Penetration Testing Standards · PEN

These standards define how penetration tests must be planned, approved, executed and reported to minimise risk to live systems and ensure actionable outcomes.

Define the scope explicitly before testing begins, specifying systems, applications, and components to be tested.

Recognised scope types include:

• External Network Testing
• Internal Network Testing
• Web Application Testing
• API Testing
• Cloud Infrastructure Testing
• Social Engineering (only if explicitly agreed)

An agreed contract or Statement of Work (SoW) from the testing provider must be in place and cover: scope, methodology, test windows, escalation paths, impact management, and legal statements.

Prefer a non‑production environment that mirrors production configuration (e.g.
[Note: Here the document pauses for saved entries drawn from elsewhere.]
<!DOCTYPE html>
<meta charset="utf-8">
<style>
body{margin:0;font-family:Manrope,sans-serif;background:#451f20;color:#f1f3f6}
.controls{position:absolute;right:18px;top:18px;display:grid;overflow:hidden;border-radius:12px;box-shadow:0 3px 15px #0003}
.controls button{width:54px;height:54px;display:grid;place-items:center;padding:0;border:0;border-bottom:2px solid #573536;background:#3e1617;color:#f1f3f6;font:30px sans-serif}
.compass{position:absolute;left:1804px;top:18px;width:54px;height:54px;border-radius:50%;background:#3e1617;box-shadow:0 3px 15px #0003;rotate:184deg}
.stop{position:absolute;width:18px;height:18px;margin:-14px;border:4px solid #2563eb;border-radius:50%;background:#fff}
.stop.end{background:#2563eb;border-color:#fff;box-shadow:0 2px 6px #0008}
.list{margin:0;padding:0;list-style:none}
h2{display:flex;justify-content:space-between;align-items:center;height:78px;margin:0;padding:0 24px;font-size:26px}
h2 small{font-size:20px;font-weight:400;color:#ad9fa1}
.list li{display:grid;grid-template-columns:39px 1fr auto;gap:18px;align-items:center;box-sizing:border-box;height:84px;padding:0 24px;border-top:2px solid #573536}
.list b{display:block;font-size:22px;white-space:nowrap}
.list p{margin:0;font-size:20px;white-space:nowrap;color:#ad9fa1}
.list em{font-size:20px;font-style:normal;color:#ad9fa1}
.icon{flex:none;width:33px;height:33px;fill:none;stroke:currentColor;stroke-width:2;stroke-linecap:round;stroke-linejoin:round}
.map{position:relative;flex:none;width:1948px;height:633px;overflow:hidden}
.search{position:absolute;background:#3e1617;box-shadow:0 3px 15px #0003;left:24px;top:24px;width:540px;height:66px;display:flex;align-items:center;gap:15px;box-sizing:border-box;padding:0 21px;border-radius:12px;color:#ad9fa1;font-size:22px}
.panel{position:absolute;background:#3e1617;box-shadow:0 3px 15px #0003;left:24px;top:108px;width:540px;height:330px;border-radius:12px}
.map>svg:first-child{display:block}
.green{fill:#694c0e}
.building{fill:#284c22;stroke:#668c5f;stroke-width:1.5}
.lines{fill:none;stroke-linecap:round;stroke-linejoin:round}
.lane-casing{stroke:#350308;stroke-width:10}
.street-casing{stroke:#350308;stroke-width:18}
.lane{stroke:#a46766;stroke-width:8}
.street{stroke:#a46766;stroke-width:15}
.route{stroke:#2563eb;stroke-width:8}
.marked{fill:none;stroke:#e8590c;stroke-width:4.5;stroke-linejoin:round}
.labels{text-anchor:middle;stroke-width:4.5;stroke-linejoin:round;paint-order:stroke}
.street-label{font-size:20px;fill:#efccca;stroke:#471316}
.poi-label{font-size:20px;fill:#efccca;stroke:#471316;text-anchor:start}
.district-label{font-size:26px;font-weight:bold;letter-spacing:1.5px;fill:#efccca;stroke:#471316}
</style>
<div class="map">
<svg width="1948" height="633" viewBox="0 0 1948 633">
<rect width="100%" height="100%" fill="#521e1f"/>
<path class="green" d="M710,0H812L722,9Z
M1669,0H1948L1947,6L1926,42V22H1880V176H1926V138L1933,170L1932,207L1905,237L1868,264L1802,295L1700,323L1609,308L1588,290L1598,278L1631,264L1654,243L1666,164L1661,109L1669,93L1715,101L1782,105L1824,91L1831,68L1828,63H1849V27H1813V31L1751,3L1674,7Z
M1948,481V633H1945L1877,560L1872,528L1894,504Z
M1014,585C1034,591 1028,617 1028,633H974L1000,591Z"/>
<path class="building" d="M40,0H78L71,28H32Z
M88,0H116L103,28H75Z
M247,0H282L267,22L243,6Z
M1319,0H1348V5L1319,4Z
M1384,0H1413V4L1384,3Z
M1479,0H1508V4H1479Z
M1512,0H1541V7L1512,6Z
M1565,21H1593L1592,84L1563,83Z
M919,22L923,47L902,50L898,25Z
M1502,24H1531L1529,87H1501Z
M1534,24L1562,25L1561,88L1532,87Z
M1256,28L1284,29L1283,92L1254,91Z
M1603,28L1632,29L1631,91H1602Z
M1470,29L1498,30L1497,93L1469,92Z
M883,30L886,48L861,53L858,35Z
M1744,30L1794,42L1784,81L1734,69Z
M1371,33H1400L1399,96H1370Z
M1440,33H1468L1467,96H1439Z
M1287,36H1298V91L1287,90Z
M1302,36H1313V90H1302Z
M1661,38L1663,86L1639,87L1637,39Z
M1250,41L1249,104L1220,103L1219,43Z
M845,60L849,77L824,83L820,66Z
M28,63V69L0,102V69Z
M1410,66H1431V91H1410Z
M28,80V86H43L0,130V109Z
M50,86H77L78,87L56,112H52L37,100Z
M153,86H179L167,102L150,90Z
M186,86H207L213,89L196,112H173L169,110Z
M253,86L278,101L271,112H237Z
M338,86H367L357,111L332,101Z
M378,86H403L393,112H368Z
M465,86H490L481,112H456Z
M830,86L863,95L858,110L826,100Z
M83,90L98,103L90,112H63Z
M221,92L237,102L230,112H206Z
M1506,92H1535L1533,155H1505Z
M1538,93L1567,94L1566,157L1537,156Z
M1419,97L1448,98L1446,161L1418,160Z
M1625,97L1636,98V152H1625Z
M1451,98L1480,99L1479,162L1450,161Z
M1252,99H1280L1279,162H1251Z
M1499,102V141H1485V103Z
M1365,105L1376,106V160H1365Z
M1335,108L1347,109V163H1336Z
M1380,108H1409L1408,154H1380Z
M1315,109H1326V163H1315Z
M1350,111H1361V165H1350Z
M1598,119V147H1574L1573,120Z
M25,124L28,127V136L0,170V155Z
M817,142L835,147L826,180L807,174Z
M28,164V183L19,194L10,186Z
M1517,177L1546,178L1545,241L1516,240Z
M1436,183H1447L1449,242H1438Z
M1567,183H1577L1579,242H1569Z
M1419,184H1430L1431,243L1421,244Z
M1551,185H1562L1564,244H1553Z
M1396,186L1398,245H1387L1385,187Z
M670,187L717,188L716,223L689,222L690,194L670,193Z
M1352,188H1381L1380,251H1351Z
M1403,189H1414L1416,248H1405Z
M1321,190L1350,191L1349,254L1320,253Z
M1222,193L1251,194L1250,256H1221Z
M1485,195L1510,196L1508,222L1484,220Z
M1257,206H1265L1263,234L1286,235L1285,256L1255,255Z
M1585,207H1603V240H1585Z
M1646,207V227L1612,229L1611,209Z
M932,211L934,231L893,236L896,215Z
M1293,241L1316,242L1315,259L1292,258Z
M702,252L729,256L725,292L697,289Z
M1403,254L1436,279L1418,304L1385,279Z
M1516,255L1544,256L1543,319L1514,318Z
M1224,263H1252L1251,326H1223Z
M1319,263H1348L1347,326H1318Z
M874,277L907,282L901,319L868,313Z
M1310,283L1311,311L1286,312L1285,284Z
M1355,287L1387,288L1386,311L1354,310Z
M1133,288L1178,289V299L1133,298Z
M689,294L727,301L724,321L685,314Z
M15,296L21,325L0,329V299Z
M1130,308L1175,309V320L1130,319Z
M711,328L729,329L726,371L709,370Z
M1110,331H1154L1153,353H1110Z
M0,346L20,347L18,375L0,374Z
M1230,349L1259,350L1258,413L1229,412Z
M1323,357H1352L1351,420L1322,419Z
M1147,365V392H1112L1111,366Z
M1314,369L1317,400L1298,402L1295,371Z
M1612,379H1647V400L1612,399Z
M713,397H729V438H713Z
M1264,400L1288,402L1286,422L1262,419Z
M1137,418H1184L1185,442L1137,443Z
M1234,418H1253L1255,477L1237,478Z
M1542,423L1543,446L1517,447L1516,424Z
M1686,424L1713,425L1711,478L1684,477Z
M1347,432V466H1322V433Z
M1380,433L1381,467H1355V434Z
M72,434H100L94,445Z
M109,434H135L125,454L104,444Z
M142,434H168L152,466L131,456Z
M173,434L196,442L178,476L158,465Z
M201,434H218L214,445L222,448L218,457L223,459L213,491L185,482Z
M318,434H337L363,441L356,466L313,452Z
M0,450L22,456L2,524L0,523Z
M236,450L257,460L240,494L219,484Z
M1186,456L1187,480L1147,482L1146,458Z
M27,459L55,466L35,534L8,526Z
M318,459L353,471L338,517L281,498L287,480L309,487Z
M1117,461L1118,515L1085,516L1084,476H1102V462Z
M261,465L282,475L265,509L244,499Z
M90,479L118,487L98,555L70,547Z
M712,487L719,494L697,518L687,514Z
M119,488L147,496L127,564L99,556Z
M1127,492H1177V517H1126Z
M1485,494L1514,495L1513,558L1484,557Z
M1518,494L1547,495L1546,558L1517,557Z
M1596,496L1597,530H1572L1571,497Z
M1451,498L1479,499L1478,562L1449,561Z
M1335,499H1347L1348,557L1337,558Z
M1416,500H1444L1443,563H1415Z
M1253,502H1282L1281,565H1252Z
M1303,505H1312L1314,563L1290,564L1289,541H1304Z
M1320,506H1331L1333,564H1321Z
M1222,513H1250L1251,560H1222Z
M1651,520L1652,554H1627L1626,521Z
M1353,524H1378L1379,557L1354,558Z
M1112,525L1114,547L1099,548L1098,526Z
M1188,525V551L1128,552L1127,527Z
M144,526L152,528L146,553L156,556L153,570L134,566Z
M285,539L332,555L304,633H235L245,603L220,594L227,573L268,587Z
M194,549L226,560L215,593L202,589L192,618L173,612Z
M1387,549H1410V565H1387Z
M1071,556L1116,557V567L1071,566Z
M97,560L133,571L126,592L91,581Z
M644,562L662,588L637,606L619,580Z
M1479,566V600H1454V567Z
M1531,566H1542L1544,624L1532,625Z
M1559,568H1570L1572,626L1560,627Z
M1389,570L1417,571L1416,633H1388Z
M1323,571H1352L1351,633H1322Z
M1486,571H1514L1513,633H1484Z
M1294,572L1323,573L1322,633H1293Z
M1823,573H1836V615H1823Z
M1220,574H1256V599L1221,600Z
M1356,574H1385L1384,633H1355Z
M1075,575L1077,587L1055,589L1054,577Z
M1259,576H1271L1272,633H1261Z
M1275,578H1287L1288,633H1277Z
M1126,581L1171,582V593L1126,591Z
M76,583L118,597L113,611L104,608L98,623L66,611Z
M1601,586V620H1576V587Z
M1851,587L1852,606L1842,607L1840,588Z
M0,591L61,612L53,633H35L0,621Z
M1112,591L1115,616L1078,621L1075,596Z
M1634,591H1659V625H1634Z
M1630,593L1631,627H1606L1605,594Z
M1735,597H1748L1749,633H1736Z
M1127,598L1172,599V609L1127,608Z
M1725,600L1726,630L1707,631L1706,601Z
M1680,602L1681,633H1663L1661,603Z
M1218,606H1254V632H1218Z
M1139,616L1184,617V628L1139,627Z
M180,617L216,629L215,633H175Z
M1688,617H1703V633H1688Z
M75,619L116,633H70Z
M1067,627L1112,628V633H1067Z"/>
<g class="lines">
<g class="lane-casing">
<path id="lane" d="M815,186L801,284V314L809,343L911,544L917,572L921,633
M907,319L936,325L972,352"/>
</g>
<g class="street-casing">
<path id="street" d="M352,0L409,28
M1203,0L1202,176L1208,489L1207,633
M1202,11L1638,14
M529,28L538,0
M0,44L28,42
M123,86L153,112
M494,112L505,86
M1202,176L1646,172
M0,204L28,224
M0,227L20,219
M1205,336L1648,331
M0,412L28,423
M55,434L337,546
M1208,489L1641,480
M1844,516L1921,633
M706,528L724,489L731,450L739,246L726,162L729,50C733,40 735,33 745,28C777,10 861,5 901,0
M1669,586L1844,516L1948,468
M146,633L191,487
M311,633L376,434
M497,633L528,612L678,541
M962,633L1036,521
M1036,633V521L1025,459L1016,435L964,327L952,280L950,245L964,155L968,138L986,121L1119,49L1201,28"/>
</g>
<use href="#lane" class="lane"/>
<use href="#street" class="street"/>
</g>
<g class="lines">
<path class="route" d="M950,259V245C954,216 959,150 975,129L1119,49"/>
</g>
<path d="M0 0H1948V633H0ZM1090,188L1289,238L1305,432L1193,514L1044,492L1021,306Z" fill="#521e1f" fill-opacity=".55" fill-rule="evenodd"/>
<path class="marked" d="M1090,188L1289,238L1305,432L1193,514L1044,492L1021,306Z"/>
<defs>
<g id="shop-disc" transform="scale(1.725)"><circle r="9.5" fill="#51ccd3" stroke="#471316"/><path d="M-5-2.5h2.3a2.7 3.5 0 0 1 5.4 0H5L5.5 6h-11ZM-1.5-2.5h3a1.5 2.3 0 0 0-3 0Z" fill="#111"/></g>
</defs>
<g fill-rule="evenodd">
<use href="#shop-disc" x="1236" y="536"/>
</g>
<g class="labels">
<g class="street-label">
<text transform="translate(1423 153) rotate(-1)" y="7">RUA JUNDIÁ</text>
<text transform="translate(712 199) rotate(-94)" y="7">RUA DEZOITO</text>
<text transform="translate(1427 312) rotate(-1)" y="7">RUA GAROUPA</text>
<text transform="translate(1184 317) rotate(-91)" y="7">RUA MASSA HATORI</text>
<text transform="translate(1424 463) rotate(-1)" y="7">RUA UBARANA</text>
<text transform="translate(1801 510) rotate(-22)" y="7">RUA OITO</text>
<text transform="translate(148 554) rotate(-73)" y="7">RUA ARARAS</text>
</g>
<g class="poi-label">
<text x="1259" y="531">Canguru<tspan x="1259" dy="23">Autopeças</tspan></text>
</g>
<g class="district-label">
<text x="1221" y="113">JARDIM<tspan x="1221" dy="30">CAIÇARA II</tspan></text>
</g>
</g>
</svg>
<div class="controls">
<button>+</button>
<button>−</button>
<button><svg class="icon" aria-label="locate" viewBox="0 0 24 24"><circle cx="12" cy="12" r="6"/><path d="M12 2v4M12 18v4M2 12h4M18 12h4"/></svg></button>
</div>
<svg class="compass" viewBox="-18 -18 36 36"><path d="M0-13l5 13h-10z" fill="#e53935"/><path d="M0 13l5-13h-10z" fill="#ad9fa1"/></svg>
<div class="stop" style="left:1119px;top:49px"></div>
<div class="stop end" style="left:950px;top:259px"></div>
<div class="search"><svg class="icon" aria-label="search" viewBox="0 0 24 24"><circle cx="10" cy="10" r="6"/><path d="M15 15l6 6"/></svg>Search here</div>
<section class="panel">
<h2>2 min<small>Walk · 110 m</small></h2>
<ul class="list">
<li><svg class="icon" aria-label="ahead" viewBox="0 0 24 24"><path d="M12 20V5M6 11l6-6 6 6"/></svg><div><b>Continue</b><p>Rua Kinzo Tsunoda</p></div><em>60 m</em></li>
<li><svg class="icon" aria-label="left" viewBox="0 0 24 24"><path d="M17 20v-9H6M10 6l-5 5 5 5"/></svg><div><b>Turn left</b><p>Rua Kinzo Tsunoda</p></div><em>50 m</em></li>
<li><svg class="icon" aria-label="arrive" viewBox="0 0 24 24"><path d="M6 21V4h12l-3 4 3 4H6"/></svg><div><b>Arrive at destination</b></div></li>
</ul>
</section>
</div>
Azure Front Door, Web Application Firewall). Avoid testing in production unless absolutely necessary and explicitly approved.

Grant the least privilege required for the duration of testing. Access must be time‑bound and revoked immediately after testing concludes. Maintain audit logs of access and tester activity, and rotate any credentials or tokens post‑test.

Do not provide testers with access to live production data. If production must be used, ensure no production data is present, or anonymise sensitive data to an acceptable standard. After testing, reset or roll back changes and revoke access.

Require a formal report including scope and methodology, evidence of findings with severity ratings, impacted assets, reproducible steps, and clear remediation recommendations.